Quali sarebbero queste riforme strutturali? Di nuovo, la lista è già stata resa pubblica: tagli pesanti alla previdenza sociale, la privatizzazione delle municipalizzate (bloccata dalla Lega Nord), e l'ulteriore liberalizzazione di ogni servizio pubblico. I nomi più accreditati sono quelli di Mario Draghi e Luca Cordero di Montezemolo. Il modello economico del primo è ben noto: la correttezza delle regole per garantire che la speculazione mantenga il dominio sull'economia produttiva; per quanto riguarda il secondo, considerando come intende mettere le mani sui profitti dell'alta velocità ferroviaria - lasciando allo Stato gli investimenti e le perdite - si capisce dove ci porterebbe.

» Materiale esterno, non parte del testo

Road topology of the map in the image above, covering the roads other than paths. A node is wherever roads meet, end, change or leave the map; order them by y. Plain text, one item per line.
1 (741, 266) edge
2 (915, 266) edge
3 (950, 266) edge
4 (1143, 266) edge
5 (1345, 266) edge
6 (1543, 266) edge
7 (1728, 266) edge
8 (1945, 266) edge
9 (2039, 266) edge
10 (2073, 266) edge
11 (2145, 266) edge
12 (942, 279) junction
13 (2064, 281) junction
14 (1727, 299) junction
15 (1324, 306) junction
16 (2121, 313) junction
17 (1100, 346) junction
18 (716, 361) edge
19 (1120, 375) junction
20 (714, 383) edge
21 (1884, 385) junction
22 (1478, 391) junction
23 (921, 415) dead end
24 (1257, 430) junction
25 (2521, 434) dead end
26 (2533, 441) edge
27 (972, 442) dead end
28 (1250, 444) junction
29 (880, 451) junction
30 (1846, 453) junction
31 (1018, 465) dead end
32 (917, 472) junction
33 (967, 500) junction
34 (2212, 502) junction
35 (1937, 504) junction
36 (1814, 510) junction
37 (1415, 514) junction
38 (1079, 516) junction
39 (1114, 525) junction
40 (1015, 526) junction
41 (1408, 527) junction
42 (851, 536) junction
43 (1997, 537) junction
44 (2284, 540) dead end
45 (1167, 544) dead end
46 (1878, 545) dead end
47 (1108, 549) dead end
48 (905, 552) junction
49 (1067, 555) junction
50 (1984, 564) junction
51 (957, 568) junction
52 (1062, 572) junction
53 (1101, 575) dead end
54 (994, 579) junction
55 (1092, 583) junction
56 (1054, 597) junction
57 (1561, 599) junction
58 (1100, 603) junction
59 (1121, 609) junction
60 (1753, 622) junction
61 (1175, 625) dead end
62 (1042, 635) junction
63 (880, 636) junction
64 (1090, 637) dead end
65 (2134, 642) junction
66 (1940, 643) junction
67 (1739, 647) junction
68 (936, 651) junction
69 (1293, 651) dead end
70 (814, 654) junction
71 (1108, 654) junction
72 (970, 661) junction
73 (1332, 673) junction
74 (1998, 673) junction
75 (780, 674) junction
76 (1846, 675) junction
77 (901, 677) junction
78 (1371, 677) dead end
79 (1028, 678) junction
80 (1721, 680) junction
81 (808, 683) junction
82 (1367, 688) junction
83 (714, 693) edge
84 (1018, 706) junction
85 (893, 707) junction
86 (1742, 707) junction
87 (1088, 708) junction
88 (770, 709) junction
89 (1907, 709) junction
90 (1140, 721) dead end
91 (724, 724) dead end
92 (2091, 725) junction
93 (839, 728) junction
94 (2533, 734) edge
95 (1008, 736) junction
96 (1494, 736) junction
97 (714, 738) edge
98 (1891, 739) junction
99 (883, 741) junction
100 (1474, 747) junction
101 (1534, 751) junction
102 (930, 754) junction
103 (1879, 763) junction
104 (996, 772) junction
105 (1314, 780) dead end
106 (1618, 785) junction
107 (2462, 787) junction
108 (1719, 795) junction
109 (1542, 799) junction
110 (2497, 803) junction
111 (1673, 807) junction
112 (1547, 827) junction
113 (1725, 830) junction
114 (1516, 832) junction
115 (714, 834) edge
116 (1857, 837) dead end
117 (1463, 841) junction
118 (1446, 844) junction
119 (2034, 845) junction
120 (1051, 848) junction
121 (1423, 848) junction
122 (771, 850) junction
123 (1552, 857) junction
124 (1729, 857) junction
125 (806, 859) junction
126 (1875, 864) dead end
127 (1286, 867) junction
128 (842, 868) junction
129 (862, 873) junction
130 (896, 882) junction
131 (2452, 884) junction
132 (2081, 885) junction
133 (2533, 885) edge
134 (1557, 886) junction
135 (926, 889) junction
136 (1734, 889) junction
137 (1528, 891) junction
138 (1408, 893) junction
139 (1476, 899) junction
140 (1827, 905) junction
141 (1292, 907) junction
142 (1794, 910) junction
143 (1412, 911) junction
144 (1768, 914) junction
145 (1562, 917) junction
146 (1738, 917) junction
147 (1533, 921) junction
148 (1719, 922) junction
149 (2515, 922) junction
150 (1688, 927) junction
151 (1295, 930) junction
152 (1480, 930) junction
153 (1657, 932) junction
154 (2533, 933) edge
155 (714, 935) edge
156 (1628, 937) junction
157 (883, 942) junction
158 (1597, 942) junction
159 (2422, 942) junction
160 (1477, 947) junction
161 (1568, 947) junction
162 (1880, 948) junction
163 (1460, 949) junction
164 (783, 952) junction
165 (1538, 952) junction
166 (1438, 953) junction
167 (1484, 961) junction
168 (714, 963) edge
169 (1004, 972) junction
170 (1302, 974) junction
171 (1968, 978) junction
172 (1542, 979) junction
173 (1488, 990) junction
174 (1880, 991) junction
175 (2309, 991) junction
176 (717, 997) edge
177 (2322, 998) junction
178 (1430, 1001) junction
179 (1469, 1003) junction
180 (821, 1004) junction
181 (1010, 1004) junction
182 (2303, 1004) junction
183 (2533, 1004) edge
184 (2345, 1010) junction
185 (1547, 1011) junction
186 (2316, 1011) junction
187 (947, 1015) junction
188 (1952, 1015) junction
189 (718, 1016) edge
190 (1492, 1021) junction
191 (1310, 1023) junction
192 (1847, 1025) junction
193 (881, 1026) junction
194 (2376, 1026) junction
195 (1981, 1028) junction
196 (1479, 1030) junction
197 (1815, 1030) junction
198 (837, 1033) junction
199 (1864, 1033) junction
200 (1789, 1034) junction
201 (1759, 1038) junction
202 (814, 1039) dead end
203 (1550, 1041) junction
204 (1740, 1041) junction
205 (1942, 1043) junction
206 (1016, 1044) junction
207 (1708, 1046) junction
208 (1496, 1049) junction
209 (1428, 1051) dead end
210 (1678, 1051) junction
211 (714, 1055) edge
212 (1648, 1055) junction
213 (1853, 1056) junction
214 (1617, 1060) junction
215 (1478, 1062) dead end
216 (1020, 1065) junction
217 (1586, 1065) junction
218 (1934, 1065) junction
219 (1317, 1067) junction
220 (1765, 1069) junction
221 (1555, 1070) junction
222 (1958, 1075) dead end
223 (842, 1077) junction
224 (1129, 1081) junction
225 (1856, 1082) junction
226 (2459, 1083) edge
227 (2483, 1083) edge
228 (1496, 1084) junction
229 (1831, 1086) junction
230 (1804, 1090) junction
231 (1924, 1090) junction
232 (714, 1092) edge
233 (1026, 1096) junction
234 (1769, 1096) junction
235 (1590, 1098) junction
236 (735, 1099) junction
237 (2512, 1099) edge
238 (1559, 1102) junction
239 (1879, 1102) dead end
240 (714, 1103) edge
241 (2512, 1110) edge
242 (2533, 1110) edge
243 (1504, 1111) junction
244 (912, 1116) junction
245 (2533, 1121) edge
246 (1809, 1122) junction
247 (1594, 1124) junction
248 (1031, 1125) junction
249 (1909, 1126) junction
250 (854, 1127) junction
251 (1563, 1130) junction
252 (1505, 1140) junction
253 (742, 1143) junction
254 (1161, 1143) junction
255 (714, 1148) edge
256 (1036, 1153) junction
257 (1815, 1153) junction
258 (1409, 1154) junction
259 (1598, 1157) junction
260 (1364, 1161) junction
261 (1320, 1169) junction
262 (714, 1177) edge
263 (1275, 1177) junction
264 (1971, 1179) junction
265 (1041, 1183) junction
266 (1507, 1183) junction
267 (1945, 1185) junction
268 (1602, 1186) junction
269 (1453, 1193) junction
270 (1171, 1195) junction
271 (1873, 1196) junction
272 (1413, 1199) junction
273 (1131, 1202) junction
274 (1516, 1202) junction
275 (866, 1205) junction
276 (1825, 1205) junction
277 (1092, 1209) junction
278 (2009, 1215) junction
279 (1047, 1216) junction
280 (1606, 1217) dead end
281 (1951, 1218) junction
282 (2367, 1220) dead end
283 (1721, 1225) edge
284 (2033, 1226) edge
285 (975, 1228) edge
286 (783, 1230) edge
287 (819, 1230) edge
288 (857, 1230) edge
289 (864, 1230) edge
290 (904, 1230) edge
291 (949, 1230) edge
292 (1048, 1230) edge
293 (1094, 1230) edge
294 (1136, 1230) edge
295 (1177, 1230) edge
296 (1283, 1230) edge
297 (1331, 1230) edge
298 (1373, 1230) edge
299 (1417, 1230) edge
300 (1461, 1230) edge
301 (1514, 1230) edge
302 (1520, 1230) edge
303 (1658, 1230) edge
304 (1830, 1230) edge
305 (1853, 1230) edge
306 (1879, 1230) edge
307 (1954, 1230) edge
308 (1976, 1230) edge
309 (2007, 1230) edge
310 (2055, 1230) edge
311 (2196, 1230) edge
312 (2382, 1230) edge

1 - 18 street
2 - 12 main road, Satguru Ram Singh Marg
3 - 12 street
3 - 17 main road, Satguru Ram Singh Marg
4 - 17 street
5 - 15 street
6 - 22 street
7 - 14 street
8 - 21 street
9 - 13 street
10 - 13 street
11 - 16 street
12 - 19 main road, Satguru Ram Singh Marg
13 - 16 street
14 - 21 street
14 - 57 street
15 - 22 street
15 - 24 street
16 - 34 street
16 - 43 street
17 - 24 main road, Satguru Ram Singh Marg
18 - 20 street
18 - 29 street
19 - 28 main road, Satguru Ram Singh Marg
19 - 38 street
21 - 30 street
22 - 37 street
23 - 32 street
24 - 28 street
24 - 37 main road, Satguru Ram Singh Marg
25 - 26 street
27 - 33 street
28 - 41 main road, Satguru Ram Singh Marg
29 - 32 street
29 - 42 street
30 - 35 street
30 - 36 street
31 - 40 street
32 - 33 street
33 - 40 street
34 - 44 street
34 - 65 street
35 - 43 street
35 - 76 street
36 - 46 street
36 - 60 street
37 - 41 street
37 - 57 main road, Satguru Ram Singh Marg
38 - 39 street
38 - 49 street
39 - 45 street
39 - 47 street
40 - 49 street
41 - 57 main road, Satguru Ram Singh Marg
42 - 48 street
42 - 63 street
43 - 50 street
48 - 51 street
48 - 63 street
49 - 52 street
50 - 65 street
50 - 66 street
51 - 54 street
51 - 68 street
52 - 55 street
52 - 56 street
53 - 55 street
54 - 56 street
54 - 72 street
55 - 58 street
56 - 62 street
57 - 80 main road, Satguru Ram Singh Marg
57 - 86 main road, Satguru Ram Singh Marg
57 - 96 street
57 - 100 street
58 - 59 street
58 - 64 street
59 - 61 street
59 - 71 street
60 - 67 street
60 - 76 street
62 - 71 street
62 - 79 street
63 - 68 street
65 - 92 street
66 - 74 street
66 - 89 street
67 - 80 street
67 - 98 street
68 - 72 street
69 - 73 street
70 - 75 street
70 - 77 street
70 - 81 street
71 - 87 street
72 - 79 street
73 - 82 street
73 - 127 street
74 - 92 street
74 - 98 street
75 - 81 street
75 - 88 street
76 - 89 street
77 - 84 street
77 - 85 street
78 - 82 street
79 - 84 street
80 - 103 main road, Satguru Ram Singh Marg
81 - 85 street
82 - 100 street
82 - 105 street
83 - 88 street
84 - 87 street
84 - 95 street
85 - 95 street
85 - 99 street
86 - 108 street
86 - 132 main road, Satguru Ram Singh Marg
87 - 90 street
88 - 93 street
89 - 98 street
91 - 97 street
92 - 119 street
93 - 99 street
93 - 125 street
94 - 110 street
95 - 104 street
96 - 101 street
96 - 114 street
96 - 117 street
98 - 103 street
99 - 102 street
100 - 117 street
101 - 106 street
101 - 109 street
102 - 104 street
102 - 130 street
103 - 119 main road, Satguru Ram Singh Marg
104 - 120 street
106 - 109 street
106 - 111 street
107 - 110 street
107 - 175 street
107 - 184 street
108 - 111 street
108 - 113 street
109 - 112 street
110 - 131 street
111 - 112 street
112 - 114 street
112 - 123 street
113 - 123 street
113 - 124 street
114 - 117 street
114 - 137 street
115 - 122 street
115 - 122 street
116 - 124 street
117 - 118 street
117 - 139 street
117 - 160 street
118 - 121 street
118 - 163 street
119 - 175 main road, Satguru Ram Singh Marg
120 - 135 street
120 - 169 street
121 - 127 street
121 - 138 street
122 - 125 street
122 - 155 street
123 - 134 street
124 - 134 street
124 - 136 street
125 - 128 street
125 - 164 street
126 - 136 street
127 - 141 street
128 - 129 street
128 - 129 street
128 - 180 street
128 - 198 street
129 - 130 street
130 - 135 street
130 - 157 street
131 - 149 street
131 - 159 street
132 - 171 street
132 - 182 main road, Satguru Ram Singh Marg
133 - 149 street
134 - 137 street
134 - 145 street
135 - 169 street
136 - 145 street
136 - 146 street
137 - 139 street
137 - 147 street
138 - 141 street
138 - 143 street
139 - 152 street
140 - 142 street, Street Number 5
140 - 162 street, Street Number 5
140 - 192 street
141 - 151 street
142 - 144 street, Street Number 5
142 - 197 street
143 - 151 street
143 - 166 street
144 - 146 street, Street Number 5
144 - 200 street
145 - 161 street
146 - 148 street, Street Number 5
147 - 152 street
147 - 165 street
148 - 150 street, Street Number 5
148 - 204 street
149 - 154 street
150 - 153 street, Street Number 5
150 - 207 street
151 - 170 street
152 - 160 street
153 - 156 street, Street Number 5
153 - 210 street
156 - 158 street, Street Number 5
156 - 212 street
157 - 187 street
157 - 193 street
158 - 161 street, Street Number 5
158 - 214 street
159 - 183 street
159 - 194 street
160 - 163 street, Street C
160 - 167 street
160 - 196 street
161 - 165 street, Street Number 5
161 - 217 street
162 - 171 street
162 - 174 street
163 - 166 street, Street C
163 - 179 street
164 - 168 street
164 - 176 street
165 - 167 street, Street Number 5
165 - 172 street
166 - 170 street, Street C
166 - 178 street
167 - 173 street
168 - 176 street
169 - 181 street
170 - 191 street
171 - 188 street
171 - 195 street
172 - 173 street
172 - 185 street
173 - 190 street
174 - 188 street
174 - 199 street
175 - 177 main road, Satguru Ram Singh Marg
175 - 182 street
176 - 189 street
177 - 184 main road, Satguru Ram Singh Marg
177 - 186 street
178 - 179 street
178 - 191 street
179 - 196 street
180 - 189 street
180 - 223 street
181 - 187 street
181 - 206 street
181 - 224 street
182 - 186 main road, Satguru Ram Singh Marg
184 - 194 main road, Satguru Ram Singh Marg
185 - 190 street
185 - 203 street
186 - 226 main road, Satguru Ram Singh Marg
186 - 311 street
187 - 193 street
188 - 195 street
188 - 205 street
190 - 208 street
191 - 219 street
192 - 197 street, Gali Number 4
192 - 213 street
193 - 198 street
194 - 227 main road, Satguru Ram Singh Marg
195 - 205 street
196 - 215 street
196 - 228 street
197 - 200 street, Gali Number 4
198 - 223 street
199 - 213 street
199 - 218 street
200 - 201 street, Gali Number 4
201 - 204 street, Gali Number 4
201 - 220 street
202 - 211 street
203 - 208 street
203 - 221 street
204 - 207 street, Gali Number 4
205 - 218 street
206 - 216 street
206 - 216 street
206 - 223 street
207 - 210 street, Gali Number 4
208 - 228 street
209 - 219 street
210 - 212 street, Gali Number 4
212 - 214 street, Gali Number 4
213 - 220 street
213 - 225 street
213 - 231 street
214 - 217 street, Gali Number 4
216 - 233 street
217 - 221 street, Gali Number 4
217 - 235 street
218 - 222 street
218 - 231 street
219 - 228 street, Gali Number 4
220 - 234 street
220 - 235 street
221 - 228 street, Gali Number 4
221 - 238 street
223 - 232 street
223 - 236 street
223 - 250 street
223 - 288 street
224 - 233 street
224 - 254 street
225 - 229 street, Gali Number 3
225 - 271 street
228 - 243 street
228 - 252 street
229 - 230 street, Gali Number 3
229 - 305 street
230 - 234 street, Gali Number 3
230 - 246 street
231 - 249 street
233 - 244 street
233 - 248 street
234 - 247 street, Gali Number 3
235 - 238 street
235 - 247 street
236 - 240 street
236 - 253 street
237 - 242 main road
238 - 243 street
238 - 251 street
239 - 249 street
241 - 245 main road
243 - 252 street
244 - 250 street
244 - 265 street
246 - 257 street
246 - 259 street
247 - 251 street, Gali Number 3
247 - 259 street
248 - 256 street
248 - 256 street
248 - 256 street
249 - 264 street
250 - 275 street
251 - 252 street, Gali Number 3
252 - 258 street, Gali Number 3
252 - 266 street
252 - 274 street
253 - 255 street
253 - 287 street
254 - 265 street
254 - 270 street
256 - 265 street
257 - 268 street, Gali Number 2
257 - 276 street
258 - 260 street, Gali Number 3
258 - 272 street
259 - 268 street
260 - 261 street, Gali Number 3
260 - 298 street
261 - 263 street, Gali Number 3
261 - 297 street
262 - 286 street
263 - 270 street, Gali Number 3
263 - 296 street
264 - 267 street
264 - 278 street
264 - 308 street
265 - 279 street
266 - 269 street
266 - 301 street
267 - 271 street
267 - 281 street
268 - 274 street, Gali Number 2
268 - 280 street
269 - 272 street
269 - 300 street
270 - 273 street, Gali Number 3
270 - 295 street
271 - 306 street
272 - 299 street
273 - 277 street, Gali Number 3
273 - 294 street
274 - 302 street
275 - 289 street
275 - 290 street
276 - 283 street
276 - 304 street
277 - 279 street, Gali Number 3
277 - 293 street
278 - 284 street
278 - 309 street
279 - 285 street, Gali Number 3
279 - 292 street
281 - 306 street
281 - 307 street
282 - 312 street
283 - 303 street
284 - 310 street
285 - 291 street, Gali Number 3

Una recente mozione presentata da Francesco Rutelli al Senato parla chiaro:

"... e) le liberalizzazioni sono urgenti, e va tradotta in disposizioni legislative la segnalazione al Governo del febbraio 2010 da parte dell'Autorità garante della concorrenza e del mercato, riguardante i mercati dei servizi pubblici (postali, ferroviari, autostradali e aeroportuali), energetici (carburanti e filiera del gas), bancario-assicurativi, degli affidamenti pubblici e di tutela dei consumatori. Vanno recepite nella Costituzione le norme dei Trattati UE sulla concorrenza. Vanno rafforzate le norme in materia di servizi pubblici locali: troppi monopoli stanno spingendo verso l'alto le tariffe... " (1-00314 del 6 ottobre 2010).

L'incessante richiesta di liberalizzazioni e tagli alla spesa pubblica è il marchio di fabbrica di coloro che hanno creato la crisi economica attuale, ben lontani dalle misure rooseveltiane che potrebbero innescare una ripresa vera. Niente investimenti pubblici, niente misure punitive contro la speculazione finanziaria, e niente protezioni per i settori produttivi. È la "mano invisibile" che porta via l'industria e i risparmi...

I politici di tutti gli schieramenti farebbero bene a guardare oltre quello che al momento sembra il loro interesse particolare, e chiedersi se non sarebbe ora di incentrare il dibattito pubblico sui contenuti veri dietro ai disegni portati avanti in questo momento: in primo luogo, per onestà, perché la popolazione ha il diritto di sapere le conseguenze vere degli scontri in atto; perché, inoltre, in questo modo, le forze che si ispirano ancora al bene comune potranno trovare il sostegno necessario per bloccare un progetto che sarebbe disastroso per il paese.